» Task directions
Could you retype the whole listing word for word and drop the images?

*** Opening Data for review ***

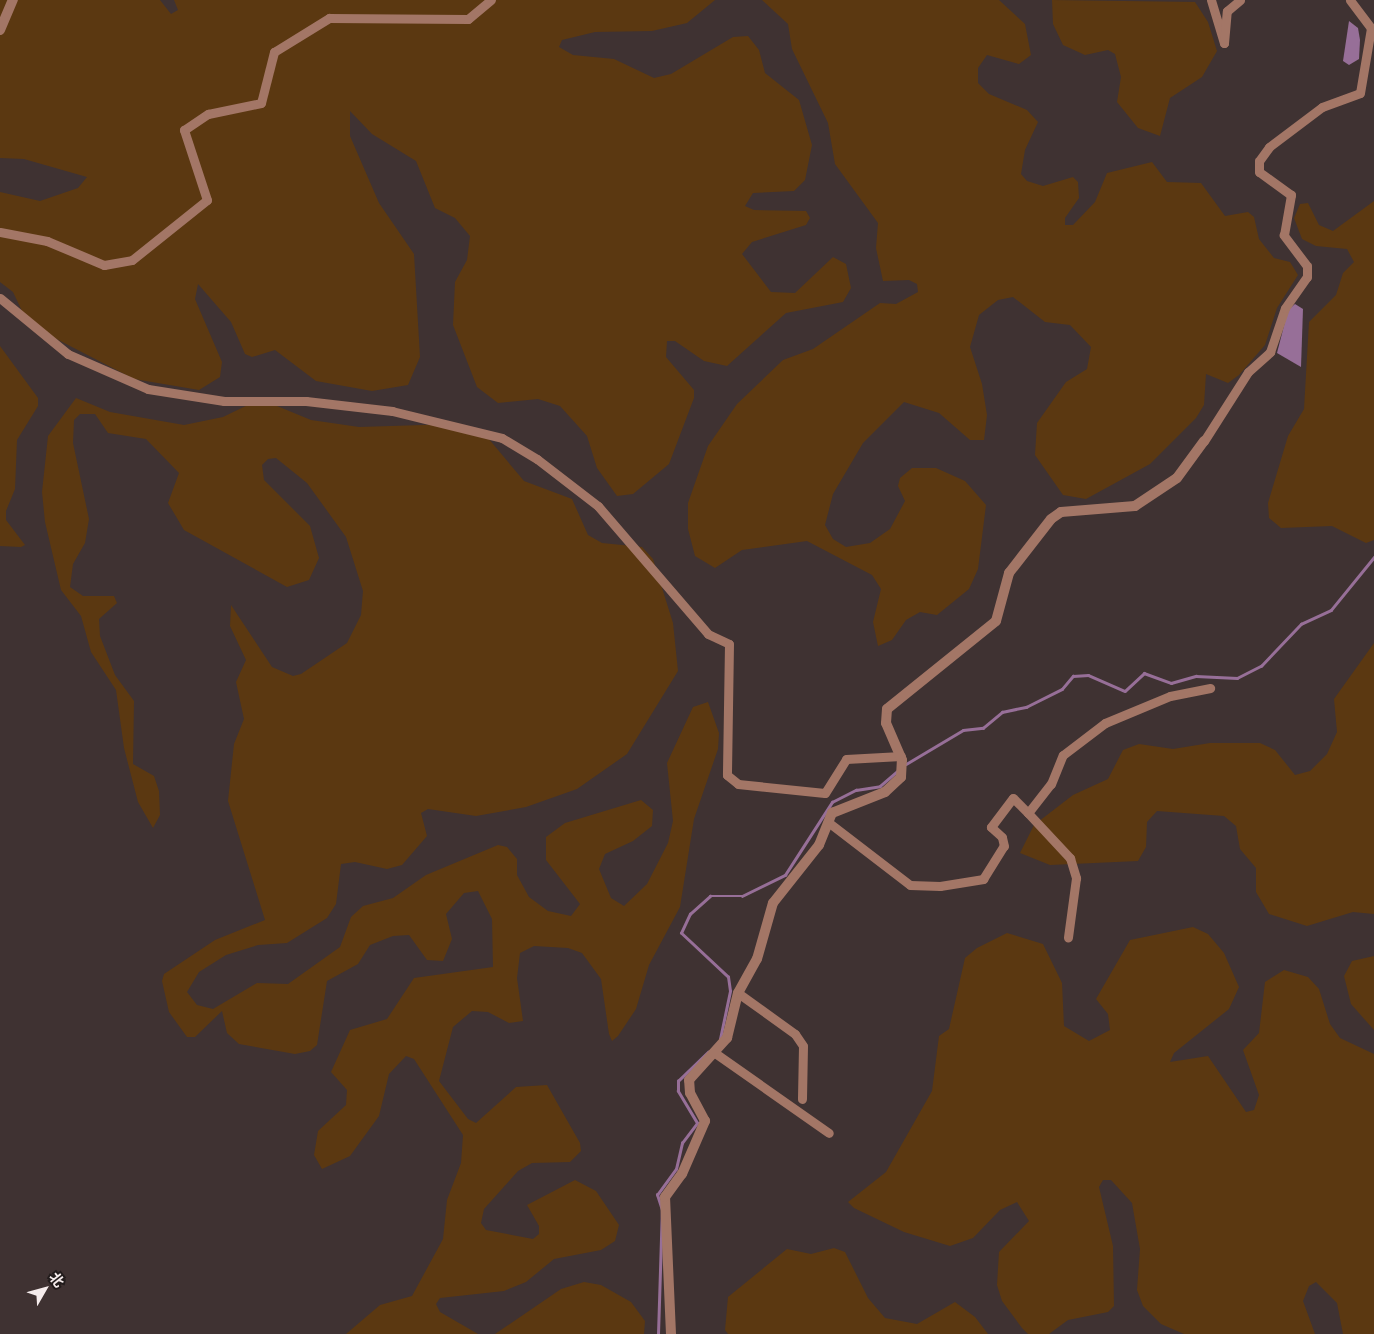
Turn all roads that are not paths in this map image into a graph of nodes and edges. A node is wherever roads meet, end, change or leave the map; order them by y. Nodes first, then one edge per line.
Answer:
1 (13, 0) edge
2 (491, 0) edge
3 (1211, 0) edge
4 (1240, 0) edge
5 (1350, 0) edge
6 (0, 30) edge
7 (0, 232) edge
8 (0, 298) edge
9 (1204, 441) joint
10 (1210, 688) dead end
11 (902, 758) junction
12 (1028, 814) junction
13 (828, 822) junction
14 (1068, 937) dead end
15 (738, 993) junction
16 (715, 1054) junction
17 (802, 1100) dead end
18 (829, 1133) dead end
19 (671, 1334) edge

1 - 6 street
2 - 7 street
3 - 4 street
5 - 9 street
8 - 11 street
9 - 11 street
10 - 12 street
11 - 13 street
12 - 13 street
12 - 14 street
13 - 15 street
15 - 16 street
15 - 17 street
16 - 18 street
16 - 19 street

*** Closing Data for review ***

» Written answer
Turn all roads that are not paths in this map image into a graph of nodes and edges. A node is wherever roads meet, end, change or leave the map; order them by y. Nodes first, then one edge per line.
Answer:
1 (13, 0) edge
2 (491, 0) edge
3 (1211, 0) edge
4 (1240, 0) edge
5 (1350, 0) edge
6 (0, 30) edge
7 (0, 232) edge
8 (0, 298) edge
9 (1204, 441) joint
10 (1210, 688) dead end
11 (902, 758) junction
12 (1028, 814) junction
13 (828, 822) junction
14 (1068, 937) dead end
15 (738, 993) junction
16 (715, 1054) junction
17 (802, 1100) dead end
18 (829, 1133) dead end
19 (671, 1334) edge

1 - 6 street
2 - 7 street
3 - 4 street
5 - 9 street
8 - 11 street
9 - 11 street
10 - 12 street
11 - 13 street
12 - 13 street
12 - 14 street
13 - 15 street
15 - 16 street
15 - 17 street
16 - 18 street
16 - 19 street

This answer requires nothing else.